Not until 1st September did Pitt hear this alarming news. At once he ordered all possible reinforcements to proceed to Ireland. There was need of them. The Irish militiamen under Lake and Hutchinson who opposed the French at Castlebar rushed away in wild panic from one-fourth of their numbers (27th August). Such were "the Castlebar Races." Probably the Irishmen were disaffected; for many of them joined the enemy. Cornwallis proceeded to the front, and with 11,000 men made head against the rebels and the French. The latter were now but 800 strong, and after a most creditable stand finally surrendered with the honours of war (8th September). Cornwallis issued a tactful bulletin,[501] commending his troops for their meritorious exertions and trusting to their honour not to commit acts of cruelty against their deluded fellow subjects. In point of fact 11,000 men with difficulty brought 800 to surrender and then gave themselves up to retaliation on the rebels. Fortunately the French Directory sent only small parties of raiders. A month later, Wolfe Tone, with a squadron, appeared off Lough Swilly; but the French ships being overpowered by Sir John Warren, Tone was captured, taken to Dublin, and cut his throat in order to escape the ignominy of a public hanging. Another small French squadron entered Killala Bay late in October, but had to make for the open. Thus flickered out a flame which threatened to shrivel up British rule in Ireland.

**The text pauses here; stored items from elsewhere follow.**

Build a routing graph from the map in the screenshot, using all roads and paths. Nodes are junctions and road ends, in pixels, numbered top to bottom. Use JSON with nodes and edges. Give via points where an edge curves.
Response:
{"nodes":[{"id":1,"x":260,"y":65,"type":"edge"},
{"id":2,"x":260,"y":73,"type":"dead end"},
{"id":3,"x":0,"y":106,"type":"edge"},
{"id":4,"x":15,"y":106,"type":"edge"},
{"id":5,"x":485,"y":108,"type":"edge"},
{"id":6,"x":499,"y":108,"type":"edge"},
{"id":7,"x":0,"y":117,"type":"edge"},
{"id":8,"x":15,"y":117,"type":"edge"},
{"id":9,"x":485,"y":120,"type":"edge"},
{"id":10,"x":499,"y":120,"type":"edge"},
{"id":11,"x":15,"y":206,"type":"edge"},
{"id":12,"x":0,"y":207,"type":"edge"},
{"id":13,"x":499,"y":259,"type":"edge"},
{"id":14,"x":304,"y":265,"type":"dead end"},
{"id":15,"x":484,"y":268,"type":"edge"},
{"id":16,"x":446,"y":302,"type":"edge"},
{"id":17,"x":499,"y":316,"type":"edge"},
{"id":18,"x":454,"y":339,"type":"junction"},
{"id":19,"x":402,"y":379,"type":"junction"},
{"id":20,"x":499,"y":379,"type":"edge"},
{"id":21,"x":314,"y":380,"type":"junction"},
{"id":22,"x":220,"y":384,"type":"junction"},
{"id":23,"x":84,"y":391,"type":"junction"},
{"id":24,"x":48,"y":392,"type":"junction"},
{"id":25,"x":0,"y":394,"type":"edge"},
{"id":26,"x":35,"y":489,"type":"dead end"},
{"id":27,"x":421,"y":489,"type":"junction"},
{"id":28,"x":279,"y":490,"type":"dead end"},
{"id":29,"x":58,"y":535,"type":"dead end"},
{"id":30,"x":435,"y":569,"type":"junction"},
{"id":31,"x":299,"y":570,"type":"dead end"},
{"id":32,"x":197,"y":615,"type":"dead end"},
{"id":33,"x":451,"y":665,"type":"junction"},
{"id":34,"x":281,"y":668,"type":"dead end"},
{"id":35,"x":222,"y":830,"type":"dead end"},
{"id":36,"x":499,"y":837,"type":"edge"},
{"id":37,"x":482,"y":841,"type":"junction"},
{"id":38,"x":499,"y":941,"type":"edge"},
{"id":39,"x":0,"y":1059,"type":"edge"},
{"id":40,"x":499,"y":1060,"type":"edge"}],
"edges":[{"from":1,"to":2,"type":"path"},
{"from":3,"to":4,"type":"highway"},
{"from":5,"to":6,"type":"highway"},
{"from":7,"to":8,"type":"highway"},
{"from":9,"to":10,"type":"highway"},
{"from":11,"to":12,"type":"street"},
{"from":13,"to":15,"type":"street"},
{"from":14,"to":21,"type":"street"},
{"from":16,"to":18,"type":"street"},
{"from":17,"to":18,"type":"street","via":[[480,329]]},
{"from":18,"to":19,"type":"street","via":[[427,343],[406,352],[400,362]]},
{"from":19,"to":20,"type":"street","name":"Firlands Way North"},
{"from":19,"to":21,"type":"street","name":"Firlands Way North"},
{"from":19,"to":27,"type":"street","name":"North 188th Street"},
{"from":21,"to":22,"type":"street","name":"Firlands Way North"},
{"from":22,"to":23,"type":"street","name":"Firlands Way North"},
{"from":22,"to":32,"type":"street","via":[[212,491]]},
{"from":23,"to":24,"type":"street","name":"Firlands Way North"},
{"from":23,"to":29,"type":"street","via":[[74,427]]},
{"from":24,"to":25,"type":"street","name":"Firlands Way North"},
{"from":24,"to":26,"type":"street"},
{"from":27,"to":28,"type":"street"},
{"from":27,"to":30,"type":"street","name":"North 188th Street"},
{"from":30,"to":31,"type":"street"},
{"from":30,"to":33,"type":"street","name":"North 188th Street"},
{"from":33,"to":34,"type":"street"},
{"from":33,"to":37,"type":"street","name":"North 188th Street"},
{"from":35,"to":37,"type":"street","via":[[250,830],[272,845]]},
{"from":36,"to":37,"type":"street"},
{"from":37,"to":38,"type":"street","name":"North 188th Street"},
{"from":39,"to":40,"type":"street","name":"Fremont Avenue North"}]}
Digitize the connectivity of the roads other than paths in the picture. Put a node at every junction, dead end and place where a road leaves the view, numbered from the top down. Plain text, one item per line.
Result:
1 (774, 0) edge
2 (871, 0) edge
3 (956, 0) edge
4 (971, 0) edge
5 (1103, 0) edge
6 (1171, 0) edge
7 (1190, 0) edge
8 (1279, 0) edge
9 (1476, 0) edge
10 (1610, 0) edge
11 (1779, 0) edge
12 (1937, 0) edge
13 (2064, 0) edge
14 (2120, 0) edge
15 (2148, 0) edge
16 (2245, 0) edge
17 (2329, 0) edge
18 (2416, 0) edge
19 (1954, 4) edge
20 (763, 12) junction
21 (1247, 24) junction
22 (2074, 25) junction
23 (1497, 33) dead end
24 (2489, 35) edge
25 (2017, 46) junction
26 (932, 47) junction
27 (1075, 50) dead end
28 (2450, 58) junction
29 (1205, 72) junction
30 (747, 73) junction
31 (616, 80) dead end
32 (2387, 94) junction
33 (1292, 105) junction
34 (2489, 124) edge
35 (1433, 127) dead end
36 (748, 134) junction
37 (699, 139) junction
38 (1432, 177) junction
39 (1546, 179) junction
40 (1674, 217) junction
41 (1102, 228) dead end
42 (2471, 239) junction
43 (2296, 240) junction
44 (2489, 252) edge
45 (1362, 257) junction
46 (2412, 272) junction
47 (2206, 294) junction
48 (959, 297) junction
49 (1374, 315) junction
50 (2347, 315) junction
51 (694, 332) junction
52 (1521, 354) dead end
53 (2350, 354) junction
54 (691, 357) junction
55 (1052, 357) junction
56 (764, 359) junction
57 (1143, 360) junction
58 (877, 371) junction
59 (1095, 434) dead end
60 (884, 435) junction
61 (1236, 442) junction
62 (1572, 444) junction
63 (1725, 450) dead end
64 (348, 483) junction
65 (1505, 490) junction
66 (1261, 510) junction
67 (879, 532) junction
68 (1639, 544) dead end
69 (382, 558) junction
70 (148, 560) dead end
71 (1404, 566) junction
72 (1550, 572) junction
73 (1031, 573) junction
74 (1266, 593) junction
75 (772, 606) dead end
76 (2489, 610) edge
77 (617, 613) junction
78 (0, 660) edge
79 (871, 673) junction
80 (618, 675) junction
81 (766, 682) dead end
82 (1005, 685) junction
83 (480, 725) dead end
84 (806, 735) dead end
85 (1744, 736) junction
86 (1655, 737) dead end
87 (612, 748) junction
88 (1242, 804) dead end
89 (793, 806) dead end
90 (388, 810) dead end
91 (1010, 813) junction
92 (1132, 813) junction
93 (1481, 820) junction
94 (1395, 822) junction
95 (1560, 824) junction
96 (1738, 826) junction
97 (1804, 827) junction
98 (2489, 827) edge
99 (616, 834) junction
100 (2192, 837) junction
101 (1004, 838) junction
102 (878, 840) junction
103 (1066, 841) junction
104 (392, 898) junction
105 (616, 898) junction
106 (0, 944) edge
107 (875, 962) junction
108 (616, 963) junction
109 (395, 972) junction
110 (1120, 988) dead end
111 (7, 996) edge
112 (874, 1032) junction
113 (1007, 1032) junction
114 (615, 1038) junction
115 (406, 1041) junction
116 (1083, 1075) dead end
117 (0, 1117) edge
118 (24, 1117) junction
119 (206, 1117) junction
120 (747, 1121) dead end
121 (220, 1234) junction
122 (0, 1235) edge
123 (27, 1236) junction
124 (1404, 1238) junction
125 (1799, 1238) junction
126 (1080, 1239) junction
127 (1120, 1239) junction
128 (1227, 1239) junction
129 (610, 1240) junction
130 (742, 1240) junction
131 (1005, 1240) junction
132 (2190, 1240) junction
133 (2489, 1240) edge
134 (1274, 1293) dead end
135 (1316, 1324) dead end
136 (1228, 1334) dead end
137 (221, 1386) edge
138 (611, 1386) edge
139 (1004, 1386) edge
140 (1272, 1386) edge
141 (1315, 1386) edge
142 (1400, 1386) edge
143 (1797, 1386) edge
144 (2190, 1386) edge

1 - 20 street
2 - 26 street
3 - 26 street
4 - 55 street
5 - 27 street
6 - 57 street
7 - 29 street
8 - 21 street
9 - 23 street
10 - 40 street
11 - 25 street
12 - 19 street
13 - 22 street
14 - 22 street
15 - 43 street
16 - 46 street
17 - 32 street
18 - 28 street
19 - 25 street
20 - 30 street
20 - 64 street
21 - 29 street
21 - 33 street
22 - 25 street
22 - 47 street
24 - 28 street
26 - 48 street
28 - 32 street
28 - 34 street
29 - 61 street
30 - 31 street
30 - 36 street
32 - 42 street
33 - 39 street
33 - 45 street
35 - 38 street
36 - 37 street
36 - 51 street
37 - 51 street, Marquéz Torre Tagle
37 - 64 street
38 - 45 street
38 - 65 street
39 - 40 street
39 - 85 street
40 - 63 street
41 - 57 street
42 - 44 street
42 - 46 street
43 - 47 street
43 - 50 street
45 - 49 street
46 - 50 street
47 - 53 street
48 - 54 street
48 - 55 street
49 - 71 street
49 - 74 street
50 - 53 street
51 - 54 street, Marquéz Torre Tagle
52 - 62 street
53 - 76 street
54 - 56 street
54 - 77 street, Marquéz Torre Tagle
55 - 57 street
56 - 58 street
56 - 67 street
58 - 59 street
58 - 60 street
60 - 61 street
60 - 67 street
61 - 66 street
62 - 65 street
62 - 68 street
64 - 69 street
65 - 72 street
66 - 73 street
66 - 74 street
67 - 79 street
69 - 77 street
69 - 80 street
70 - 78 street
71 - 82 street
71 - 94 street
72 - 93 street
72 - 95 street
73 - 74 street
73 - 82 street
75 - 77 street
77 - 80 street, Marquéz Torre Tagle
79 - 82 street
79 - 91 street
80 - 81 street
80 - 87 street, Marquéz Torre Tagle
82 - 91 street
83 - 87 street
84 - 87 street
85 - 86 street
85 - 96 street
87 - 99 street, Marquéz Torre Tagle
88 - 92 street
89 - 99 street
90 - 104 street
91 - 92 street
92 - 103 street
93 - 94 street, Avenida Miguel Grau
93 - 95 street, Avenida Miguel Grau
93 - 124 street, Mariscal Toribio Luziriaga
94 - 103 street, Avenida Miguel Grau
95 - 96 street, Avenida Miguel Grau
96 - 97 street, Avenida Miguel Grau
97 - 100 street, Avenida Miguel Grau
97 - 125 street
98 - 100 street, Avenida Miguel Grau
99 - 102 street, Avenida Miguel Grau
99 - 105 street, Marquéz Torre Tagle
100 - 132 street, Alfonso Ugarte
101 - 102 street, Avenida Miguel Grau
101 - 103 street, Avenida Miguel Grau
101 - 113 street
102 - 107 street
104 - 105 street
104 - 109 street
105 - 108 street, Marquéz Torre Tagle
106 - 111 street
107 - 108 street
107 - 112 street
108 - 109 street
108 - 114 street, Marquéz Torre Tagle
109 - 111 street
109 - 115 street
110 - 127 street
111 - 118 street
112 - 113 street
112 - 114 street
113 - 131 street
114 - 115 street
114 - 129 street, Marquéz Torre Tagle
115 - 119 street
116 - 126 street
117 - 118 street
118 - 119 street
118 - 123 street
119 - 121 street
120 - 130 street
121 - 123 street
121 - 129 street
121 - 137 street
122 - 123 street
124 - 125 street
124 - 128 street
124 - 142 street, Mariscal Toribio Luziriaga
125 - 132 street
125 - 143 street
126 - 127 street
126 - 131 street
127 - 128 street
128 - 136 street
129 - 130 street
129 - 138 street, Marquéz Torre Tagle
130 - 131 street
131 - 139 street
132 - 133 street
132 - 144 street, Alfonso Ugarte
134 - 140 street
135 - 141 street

What causes contributed to this result? Certainly not the activity and resourcefulness of Pitt and his colleagues; for their conduct at the crisis was weak and tardy. The Duke of York and Dundas must primarily be blamed for the despatch of inadequate reinforcements; but Pitt ought to have overruled their decision. Perhaps the Cabinet believed England to be the objective of Bonaparte and the fleet at Brest; but, thanks to the rapid growth of the Volunteer Movement, England was well prepared to meet an invading force and to quell the efforts of the malcontent Societies. In Ireland the outlook was far more gloomy. After the resignation of Abercromby, Camden and the officials of Dublin Castle were in a state of panic. Pitt did well finally to send over Cornwallis; but that step came too late to influence the struggle in Leinster. In truth the saving facts of the situation were the treachery of informers at Dublin and the diversion of the efforts of Bonaparte towards the East. The former event enabled Camden to crush the rising in Dublin; the latter left thousands of brave Irishmen a prey to the false hopes which the French leaders had designedly fostered, Barras having led Wolfe Tone to believe that France would fight on for the freedom of Ireland. The influence of Bonaparte told more and more against an expedition to her shores; but the Irish patriots were left in the dark, for their rising would serve to distract the energies of England, while Bonaparte won glory in the East. To save appearances, the French Government sent three small expeditions in August to October; but they merely prolonged the agony of a dying cause, and led that deeply wronged people to ask what might not have happened if the promises showered on Wolfe Tone had been made good.

It is recorded of William of Orange, shortly before his intended landing in England, that, on hearing of the march of Louis XIV's formidable army into the Palatinate, he serenely smiled at his rival's miscalculation. Louis sated his troops with plunder and lost a crown for James II. Similarly we may imagine the mental exultation of Pitt on hearing that Bonaparte had gone the way of Alexander the Great and Mark Antony. Camden and he knew full well that Ireland was the danger spot of the British Empire, and that the half of the Toulon force could overthrow the Protestant ascendancy. Some sense of the magnitude of the blunder haunted Napoleon at St. Helena; for he confessed to Las Casas: "If, instead of the expedition to Egypt, I had undertaken that against Ireland, what could England have done now?" In a career, illumined by flashes of genius, but wrecked by strange errors, the miscalculation of the spring of 1798 was not the least fatal. For of all parts of the British Empire Ireland was that in which the Sea Power was most helpless when once a French corps d'armée had landed.